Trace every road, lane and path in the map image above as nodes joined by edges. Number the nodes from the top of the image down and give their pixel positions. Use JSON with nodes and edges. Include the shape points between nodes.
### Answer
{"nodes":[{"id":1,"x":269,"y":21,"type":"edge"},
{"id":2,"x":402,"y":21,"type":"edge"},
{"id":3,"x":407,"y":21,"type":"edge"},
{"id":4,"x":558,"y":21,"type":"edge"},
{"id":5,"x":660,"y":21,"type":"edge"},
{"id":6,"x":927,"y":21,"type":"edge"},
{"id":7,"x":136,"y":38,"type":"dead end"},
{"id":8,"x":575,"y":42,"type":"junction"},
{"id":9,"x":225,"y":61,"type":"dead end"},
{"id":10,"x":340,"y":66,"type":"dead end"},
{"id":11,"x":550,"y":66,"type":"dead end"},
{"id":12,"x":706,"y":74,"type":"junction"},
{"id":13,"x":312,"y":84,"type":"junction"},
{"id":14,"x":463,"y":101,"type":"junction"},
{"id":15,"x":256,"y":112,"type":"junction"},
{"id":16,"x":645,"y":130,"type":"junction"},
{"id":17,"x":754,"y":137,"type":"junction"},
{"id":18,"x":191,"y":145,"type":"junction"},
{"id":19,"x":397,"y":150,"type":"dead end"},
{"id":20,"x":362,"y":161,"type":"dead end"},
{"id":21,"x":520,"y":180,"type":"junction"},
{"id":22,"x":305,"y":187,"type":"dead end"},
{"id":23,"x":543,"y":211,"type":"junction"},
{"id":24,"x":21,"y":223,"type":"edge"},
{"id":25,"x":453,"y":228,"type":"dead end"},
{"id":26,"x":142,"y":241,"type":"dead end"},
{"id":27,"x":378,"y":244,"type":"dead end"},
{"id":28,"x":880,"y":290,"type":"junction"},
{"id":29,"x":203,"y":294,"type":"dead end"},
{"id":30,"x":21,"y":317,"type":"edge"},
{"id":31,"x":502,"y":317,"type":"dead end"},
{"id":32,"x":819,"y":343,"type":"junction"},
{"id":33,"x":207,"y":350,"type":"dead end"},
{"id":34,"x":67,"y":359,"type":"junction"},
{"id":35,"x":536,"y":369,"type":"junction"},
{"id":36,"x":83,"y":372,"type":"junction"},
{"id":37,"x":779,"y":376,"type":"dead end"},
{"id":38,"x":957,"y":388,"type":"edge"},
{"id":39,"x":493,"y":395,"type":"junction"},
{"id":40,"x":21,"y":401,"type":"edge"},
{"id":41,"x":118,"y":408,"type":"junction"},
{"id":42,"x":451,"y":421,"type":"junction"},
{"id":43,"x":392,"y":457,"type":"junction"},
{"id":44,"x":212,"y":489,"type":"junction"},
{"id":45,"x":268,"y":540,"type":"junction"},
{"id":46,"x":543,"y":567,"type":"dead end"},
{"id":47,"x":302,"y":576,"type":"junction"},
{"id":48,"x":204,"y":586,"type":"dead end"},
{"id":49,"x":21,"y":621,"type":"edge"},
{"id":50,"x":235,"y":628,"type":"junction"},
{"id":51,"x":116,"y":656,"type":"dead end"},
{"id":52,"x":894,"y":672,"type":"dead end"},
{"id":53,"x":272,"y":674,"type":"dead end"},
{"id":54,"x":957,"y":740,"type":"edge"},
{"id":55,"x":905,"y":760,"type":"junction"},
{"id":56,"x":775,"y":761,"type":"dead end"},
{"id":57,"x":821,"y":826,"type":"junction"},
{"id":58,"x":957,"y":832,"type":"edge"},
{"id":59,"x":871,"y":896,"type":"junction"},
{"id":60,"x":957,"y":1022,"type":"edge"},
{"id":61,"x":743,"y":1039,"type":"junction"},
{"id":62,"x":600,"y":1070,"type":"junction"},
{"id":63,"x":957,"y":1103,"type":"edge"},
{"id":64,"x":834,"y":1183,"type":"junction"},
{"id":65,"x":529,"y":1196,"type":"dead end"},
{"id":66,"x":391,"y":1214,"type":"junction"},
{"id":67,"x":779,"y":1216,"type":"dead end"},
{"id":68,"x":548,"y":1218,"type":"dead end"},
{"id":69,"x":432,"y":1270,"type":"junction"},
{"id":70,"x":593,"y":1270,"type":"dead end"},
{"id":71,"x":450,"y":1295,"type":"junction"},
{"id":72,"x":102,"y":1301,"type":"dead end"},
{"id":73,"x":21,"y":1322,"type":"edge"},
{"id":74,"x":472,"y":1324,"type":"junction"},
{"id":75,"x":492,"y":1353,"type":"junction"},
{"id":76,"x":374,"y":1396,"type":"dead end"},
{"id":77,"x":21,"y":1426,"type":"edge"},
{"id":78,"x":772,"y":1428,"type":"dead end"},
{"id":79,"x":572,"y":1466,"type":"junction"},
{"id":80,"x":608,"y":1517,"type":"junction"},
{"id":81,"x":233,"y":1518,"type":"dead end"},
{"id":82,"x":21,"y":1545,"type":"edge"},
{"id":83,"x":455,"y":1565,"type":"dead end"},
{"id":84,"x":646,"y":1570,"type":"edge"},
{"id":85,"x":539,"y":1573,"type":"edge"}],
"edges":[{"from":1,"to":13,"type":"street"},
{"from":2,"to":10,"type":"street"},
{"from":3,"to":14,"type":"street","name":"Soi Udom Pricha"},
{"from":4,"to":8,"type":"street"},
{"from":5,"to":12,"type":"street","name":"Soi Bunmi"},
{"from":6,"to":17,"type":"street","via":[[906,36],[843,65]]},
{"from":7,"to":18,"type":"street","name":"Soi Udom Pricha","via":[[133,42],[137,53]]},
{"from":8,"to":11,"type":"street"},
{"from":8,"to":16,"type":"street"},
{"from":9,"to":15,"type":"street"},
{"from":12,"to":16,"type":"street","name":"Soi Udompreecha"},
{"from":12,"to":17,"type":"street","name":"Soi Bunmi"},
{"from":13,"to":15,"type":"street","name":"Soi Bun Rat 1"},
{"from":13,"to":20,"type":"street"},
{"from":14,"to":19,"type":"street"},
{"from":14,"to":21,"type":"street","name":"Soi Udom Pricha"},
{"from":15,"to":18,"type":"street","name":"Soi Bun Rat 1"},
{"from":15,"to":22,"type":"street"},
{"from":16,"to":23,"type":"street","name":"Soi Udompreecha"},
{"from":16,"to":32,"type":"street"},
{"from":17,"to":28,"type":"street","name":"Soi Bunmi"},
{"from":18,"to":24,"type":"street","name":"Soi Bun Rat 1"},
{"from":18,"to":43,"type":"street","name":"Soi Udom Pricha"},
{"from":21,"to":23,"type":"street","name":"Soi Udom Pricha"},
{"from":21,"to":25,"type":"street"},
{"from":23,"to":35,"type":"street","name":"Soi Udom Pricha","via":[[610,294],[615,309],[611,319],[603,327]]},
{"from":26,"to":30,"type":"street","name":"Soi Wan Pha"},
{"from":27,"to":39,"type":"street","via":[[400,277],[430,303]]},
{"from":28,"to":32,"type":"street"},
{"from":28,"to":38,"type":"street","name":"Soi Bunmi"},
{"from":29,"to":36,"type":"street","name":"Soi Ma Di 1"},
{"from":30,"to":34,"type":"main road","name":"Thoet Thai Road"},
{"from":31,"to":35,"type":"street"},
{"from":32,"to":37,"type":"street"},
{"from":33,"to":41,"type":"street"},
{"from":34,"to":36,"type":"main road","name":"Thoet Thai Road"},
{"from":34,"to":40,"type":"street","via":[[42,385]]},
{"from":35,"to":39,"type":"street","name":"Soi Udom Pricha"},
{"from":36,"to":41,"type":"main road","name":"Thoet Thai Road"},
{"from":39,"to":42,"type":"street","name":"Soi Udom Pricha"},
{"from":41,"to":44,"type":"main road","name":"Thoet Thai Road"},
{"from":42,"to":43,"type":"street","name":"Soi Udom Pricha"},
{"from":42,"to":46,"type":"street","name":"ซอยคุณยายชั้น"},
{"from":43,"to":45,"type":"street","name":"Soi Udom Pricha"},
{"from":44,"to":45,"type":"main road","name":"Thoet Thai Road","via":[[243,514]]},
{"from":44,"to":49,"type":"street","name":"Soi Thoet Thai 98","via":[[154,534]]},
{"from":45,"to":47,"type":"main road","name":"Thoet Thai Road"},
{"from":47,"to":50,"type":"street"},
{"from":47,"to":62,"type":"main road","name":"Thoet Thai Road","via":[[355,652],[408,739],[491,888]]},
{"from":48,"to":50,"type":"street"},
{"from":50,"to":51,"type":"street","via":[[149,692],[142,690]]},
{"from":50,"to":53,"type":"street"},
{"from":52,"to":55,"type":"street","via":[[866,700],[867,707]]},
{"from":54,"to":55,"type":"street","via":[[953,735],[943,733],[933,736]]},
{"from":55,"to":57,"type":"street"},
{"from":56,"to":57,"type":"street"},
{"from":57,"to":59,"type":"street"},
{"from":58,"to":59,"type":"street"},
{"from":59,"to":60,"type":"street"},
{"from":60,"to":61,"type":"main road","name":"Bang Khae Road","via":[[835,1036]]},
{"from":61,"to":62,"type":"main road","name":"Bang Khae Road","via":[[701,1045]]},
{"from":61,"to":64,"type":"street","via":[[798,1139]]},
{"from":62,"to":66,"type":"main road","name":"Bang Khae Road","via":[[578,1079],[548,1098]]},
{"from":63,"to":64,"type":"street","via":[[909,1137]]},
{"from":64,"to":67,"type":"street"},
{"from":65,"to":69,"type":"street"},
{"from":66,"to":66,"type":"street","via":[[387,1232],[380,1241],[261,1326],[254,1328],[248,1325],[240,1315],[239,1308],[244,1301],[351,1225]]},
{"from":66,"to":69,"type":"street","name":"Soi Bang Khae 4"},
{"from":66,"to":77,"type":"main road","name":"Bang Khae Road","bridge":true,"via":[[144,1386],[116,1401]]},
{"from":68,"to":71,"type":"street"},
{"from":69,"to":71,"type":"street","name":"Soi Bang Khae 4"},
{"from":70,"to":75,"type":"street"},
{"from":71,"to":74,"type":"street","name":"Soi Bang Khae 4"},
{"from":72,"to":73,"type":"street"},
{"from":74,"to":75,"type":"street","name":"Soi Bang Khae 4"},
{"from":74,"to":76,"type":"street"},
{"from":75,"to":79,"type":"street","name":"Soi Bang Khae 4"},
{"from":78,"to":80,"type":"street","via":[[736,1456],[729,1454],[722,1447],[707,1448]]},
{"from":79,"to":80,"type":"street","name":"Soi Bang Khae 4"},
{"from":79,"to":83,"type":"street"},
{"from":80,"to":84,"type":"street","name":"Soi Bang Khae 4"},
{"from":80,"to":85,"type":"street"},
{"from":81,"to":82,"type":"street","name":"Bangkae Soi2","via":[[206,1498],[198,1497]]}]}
......
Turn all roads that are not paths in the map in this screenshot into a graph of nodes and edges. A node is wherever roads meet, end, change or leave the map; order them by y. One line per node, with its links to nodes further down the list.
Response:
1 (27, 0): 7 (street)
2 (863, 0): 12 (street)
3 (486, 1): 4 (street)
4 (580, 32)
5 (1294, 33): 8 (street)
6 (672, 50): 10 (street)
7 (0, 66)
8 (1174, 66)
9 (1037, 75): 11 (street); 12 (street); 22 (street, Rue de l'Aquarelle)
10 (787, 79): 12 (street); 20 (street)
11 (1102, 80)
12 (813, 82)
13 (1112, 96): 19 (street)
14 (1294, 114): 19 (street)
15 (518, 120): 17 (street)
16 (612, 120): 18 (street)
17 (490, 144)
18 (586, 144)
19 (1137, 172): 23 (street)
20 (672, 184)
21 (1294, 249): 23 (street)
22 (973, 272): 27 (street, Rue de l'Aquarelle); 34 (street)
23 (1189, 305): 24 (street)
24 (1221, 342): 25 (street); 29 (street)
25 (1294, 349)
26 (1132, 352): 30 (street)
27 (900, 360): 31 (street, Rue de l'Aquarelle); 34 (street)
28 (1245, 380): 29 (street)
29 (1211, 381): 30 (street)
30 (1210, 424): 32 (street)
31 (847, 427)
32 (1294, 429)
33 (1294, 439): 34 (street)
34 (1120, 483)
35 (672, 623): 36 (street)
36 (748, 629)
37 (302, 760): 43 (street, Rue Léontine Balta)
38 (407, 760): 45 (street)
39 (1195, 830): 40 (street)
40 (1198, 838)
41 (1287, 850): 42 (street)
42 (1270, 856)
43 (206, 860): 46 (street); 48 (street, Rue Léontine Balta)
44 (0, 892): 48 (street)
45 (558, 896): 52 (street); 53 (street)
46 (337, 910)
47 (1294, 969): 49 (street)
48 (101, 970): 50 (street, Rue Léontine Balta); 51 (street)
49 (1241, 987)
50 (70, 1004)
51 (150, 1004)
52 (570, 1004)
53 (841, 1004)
......
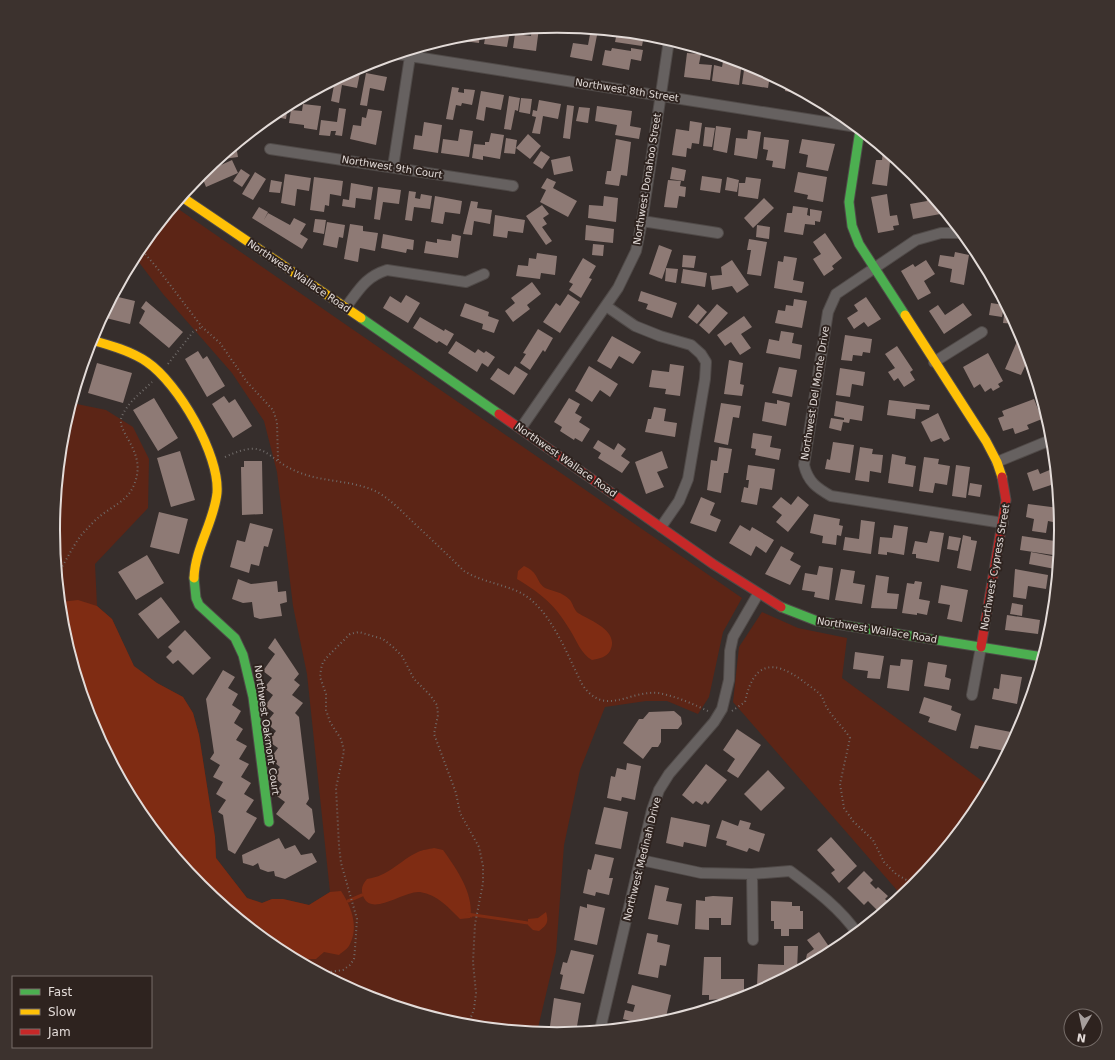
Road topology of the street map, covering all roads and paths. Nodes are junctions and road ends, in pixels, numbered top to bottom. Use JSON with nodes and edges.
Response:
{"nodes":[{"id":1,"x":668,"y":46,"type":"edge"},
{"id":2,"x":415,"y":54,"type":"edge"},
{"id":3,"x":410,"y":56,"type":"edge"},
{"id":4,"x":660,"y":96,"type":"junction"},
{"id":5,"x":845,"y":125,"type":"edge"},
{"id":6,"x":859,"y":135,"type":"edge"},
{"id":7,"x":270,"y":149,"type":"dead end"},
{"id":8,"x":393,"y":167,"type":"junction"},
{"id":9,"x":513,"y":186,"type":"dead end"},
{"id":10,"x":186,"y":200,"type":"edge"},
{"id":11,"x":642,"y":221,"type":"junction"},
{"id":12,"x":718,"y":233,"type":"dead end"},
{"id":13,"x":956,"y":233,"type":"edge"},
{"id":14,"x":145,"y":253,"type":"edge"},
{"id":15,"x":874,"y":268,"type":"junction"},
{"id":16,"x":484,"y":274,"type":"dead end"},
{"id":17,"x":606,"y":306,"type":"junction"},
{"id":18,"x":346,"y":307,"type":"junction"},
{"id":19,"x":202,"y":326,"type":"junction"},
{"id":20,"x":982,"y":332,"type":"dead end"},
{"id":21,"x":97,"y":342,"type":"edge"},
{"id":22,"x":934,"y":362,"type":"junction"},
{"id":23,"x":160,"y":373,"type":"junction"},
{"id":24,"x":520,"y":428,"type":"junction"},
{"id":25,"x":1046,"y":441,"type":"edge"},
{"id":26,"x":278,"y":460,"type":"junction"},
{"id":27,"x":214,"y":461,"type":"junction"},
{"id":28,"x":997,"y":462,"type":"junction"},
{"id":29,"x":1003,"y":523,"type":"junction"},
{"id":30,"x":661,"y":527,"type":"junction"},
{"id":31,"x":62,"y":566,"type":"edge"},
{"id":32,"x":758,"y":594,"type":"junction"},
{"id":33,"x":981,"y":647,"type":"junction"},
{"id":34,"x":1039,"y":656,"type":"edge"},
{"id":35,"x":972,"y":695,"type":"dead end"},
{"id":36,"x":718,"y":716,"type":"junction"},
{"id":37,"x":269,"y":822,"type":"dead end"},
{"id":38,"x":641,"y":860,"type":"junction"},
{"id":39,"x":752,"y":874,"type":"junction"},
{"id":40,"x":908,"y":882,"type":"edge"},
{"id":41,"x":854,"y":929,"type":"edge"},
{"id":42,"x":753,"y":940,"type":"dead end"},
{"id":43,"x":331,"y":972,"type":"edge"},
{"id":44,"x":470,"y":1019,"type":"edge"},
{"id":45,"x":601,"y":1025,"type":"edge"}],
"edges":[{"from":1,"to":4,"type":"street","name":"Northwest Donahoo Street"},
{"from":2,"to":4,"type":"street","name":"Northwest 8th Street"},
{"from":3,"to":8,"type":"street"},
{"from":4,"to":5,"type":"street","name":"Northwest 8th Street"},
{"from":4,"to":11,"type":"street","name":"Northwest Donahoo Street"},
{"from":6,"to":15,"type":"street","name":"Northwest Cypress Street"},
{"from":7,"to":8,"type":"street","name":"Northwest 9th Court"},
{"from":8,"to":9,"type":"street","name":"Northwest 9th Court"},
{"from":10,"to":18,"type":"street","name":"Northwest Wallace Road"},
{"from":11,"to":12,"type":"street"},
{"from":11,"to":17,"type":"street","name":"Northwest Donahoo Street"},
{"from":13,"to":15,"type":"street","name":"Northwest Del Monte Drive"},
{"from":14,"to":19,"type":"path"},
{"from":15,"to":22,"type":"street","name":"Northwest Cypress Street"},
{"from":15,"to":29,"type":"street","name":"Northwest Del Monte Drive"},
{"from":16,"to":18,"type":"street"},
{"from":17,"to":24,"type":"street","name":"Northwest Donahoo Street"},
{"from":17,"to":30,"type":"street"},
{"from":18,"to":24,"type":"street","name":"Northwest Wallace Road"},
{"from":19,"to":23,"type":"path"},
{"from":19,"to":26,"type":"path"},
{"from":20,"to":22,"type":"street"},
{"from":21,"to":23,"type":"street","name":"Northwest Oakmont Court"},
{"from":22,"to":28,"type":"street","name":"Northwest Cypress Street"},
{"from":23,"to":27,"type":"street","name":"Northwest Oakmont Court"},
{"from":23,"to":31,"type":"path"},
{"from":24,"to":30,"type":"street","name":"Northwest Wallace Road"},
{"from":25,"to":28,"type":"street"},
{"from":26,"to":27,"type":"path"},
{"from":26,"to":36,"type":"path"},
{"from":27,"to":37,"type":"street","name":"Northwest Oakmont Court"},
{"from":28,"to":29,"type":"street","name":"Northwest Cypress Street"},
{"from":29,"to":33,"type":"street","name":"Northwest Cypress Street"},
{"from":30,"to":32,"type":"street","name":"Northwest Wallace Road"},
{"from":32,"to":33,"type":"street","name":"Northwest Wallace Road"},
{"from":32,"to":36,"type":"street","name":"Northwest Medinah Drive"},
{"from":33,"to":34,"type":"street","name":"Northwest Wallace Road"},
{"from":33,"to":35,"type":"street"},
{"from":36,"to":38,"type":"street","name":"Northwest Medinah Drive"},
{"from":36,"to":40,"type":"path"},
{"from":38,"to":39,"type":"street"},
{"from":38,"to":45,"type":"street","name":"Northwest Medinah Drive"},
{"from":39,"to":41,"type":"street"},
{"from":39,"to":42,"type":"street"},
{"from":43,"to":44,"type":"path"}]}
......
## Assigned task
Which lines of the entries above contain the string "Thoet"? Copy each one.

## Result of the task
{"from":30,"to":34,"type":"main road","name":"Thoet Thai Road"},
{"from":34,"to":36,"type":"main road","name":"Thoet Thai Road"},
{"from":36,"to":41,"type":"main road","name":"Thoet Thai Road"},
{"from":41,"to":44,"type":"main road","name":"Thoet Thai Road"},
{"from":44,"to":45,"type":"main road","name":"Thoet Thai Road","via":[[243,514]]},
{"from":44,"to":49,"type":"street","name":"Soi Thoet Thai 98","via":[[154,534]]},
{"from":45,"to":47,"type":"main road","name":"Thoet Thai Road"},
{"from":47,"to":62,"type":"main road","name":"Thoet Thai Road","via":[[355,652],[408,739],[491,888]]},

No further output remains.